**DATA FOR ANALYSIS**

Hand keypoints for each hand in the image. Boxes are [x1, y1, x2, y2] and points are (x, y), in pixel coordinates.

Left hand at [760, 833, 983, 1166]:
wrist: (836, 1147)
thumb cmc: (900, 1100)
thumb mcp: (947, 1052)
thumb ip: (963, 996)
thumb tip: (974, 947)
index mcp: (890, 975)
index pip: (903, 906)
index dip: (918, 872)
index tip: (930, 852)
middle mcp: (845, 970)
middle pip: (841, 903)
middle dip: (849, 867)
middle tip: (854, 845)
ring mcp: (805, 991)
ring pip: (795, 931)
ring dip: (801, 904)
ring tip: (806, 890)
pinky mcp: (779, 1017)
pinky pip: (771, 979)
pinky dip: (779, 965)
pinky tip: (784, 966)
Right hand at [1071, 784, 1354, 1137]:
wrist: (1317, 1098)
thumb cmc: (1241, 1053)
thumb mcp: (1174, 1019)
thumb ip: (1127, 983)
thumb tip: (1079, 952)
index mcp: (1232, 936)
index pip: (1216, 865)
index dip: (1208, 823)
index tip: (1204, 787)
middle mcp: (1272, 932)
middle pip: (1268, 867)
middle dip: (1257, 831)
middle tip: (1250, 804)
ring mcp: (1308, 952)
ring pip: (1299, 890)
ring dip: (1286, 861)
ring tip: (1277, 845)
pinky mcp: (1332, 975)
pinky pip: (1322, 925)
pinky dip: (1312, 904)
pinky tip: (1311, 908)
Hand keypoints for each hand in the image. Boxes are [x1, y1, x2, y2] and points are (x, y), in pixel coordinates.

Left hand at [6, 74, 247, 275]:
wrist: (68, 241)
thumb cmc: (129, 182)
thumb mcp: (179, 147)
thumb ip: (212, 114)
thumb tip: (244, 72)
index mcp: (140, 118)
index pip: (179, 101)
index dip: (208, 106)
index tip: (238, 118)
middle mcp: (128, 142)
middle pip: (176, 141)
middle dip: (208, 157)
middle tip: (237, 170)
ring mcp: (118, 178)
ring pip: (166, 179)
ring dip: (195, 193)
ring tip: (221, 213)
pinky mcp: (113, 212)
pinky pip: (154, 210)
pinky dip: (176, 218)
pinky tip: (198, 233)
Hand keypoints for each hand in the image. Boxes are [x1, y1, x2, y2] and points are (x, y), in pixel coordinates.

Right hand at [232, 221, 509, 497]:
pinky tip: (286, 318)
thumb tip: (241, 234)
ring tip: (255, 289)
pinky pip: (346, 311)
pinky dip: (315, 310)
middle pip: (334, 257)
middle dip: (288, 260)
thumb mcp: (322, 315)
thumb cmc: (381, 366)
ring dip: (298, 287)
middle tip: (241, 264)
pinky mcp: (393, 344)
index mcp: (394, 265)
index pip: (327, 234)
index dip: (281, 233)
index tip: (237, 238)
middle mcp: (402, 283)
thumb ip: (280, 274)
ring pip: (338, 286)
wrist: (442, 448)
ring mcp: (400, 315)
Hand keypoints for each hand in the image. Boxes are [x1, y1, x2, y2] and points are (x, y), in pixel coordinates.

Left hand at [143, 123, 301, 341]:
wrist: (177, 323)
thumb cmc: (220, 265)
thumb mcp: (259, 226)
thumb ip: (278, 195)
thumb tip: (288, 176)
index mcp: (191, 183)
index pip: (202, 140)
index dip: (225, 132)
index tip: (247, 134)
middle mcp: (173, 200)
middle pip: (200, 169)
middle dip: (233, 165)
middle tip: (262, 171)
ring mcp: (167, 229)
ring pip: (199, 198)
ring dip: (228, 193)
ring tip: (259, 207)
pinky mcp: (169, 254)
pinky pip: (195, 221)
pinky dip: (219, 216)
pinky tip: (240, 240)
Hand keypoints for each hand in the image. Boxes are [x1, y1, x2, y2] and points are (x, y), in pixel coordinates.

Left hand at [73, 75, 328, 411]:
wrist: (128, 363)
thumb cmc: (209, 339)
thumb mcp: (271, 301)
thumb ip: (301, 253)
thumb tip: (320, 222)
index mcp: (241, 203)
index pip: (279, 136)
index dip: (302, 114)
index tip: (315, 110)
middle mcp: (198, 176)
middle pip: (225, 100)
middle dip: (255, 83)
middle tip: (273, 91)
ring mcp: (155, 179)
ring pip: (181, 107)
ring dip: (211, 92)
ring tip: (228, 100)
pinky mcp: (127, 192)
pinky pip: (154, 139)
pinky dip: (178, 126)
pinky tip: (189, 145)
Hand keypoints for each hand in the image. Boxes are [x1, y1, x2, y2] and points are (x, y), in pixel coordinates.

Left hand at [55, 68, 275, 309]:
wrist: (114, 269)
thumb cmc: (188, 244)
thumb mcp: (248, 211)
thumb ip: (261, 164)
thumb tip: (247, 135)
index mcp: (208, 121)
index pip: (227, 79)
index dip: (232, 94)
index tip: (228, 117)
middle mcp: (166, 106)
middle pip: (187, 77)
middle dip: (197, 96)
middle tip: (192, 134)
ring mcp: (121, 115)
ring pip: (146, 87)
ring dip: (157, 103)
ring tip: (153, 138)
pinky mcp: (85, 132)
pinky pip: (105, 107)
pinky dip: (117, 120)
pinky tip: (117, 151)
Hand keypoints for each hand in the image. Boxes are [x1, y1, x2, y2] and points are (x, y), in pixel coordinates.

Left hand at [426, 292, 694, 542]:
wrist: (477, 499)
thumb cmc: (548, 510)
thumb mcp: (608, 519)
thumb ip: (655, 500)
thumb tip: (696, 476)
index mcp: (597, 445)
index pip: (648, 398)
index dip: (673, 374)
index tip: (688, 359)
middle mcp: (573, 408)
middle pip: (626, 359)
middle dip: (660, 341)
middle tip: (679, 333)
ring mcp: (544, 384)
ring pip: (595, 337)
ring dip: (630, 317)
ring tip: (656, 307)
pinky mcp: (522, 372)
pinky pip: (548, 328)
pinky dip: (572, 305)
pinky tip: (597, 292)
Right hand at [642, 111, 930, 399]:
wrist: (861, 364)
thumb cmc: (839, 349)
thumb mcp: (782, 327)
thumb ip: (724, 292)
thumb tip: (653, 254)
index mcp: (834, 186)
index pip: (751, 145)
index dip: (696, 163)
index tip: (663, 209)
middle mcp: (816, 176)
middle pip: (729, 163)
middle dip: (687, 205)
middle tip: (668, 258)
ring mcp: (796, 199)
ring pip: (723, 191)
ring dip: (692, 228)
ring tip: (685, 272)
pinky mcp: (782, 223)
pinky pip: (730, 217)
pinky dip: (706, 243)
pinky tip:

**WHAT YOU WILL DO**
When the line containing "thumb cmc: (381, 366)" is reached, include it and stop. Until then, output each line of the entries exactly as given, starting from the first.

**ANSWER SECTION**
Hand keypoints for each hand in the image. Boxes are [x1, y1, x2, y2] and points are (x, y), in pixel coordinates.

Left hand at [760, 833, 983, 1166]:
wrist: (836, 1147)
thumb cmc: (900, 1100)
thumb mcp: (947, 1052)
thumb ip: (963, 996)
thumb tip: (974, 947)
index mcp: (890, 975)
index pip: (903, 906)
index dip: (918, 872)
index tip: (930, 852)
middle mcp: (845, 970)
middle pip: (841, 903)
middle dip: (849, 867)
middle tip: (854, 845)
ring mcp: (805, 991)
ring pip: (795, 931)
ring dip: (801, 904)
ring tip: (806, 890)
pinky mcp: (779, 1017)
pinky pip: (771, 979)
pinky dip: (779, 965)
pinky tip: (784, 966)
Right hand at [1071, 784, 1354, 1137]:
wrist: (1317, 1098)
thumb cmc: (1241, 1053)
thumb mcp: (1174, 1019)
thumb ip: (1127, 983)
thumb tip: (1079, 952)
index mcp: (1232, 936)
index pip: (1216, 865)
index dip: (1208, 823)
index tip: (1204, 787)
middle mcp: (1272, 932)
middle pip: (1268, 867)
middle dip: (1257, 831)
middle tip: (1250, 804)
ring mcp: (1308, 952)
ring pip: (1299, 890)
ring dip: (1286, 861)
ring tip: (1277, 845)
pinky mcp: (1332, 975)
pinky pip: (1322, 925)
pinky dip: (1312, 904)
pinky tip: (1311, 908)
Hand keypoints for each hand in the image. Boxes are [x1, y1, x2, y2] and points are (x, y), in pixel coordinates.

Left hand at [6, 74, 247, 275]:
wrist: (68, 241)
thumb cmc: (129, 182)
thumb mcp: (179, 147)
thumb ip: (212, 114)
thumb tip: (244, 72)
index mcp: (140, 118)
index pip: (179, 101)
index dip: (208, 106)
index tip: (238, 118)
middle mcp: (128, 142)
middle pip: (176, 141)
middle dip: (208, 157)
middle tip: (237, 170)
ring mcp: (118, 178)
ring pip: (166, 179)
ring dip: (195, 193)
ring tip: (221, 213)
pinky mcp: (113, 212)
pinky pip: (154, 210)
pinky dip: (176, 218)
pinky tip: (198, 233)
Hand keypoints for each hand in the image. Boxes are [x1, y1, x2, y2] and points are (x, y), in pixel coordinates.

Right hand at [232, 221, 509, 497]:
pinky tip: (286, 318)
thumb tip: (241, 234)
ring tip: (255, 289)
pinky pip: (346, 311)
pinky dip: (315, 310)
middle pip: (334, 257)
middle dip: (288, 260)
thumb mcp: (322, 315)
thumb cmc: (381, 366)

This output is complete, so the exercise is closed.